* _Problem details_:
If a line in the records contains the string "Ruhumbo", show that line.

== Segment start ==

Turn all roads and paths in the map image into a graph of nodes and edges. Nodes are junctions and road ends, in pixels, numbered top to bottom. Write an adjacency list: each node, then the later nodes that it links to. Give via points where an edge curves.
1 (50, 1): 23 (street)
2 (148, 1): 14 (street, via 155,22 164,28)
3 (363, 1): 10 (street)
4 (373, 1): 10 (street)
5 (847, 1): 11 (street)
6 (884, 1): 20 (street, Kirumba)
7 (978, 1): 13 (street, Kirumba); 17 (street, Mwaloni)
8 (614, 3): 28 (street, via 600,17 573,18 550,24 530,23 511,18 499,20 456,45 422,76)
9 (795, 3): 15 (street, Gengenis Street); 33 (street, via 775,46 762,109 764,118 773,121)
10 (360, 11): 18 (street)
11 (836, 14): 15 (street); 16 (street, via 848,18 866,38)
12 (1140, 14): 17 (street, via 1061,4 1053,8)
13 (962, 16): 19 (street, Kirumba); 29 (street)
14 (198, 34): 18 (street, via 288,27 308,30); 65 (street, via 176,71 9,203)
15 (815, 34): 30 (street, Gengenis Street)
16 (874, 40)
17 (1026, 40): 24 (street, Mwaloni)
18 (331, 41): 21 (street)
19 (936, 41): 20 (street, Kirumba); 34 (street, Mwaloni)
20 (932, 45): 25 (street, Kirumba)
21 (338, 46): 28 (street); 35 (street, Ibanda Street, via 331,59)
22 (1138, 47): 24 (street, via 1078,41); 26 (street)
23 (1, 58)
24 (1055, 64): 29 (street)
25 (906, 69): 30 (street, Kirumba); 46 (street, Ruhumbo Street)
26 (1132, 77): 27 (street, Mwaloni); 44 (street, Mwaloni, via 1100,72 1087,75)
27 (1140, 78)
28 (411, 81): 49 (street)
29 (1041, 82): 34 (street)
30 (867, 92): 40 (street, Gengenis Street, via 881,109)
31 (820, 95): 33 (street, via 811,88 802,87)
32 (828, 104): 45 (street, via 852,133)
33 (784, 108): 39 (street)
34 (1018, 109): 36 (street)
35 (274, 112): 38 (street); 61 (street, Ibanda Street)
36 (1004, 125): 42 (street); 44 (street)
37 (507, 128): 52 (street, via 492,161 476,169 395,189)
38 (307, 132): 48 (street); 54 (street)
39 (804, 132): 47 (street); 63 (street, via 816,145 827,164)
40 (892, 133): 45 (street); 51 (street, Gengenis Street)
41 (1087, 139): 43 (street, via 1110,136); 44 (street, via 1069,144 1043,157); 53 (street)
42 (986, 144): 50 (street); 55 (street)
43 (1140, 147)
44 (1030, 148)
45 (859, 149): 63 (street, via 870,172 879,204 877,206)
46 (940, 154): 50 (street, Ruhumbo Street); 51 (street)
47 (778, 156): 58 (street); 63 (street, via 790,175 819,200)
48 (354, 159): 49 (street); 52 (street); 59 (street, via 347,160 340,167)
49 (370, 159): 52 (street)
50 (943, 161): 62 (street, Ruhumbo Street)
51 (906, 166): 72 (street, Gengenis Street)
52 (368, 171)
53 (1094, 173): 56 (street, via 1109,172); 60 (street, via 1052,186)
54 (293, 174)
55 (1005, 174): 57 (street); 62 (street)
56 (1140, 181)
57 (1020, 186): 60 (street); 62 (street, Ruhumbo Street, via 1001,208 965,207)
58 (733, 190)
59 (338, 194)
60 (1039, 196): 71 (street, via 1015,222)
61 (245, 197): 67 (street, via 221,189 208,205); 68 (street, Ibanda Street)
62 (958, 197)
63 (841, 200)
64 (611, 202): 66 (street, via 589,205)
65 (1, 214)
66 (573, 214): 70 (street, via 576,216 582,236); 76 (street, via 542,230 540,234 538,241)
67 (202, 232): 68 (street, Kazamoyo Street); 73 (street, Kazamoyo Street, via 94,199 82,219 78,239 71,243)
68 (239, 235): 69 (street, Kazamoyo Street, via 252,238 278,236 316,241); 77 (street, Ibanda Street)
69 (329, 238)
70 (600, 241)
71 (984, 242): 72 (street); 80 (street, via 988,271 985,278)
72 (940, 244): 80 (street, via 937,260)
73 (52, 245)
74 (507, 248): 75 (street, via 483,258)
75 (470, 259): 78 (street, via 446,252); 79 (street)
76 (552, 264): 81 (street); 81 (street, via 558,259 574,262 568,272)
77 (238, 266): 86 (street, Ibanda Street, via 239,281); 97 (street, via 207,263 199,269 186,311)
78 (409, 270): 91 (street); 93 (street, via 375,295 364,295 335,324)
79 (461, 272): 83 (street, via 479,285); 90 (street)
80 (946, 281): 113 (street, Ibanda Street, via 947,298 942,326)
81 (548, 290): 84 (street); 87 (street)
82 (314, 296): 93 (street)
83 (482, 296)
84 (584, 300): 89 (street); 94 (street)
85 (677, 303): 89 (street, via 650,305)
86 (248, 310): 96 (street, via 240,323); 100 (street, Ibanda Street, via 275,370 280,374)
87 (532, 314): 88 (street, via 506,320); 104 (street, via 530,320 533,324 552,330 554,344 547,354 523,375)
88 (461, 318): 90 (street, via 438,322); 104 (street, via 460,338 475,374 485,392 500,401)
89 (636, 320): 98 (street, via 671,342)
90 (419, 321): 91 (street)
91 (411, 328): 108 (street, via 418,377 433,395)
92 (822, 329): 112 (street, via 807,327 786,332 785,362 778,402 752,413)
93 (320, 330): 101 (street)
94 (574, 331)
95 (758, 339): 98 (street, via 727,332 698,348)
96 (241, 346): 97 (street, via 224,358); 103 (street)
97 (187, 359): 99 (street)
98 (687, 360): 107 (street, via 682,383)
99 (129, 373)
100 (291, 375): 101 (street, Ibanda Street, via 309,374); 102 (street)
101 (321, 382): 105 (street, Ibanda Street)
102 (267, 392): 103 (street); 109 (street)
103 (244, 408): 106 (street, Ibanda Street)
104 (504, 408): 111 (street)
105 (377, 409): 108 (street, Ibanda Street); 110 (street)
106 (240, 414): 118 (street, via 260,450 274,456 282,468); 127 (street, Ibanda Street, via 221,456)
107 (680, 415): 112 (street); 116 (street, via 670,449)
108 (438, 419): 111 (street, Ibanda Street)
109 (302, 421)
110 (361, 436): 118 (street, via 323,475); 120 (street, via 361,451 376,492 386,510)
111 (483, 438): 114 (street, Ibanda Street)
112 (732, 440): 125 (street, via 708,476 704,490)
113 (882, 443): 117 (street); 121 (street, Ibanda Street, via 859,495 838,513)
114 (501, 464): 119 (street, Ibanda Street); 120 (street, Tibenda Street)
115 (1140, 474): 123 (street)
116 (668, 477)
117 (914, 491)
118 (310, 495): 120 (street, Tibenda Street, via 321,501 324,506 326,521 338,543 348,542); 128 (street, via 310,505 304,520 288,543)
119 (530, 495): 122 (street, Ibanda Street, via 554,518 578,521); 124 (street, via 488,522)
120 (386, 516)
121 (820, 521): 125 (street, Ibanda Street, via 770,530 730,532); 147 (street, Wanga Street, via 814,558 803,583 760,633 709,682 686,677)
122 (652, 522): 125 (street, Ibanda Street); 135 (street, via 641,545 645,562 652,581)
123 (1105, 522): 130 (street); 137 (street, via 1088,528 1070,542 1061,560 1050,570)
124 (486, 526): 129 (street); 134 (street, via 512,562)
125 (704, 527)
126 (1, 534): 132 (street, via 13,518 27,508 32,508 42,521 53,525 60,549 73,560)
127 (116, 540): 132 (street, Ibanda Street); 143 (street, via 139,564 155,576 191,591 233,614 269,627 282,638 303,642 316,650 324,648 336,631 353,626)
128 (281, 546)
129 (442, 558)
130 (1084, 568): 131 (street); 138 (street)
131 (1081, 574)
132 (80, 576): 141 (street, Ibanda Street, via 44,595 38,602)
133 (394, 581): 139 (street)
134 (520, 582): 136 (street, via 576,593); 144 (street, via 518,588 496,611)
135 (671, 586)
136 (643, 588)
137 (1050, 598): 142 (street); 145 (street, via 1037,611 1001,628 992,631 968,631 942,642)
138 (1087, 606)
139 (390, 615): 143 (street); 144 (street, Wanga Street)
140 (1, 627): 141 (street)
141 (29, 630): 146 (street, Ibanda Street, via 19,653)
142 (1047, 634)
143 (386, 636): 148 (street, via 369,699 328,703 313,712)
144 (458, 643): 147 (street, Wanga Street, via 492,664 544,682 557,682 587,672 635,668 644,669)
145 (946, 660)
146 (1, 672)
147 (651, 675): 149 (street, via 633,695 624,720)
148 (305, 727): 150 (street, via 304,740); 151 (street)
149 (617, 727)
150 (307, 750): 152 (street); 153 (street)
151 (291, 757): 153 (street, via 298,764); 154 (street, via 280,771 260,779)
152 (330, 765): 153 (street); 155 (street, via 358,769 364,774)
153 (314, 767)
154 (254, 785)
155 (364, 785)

== Segment end ==

* _Completed exercise_:
25 (906, 69): 30 (street, Kirumba); 46 (street, Ruhumbo Street)
46 (940, 154): 50 (street, Ruhumbo Street); 51 (street)
50 (943, 161): 62 (street, Ruhumbo Street)
57 (1020, 186): 60 (street); 62 (street, Ruhumbo Street, via 1001,208 965,207)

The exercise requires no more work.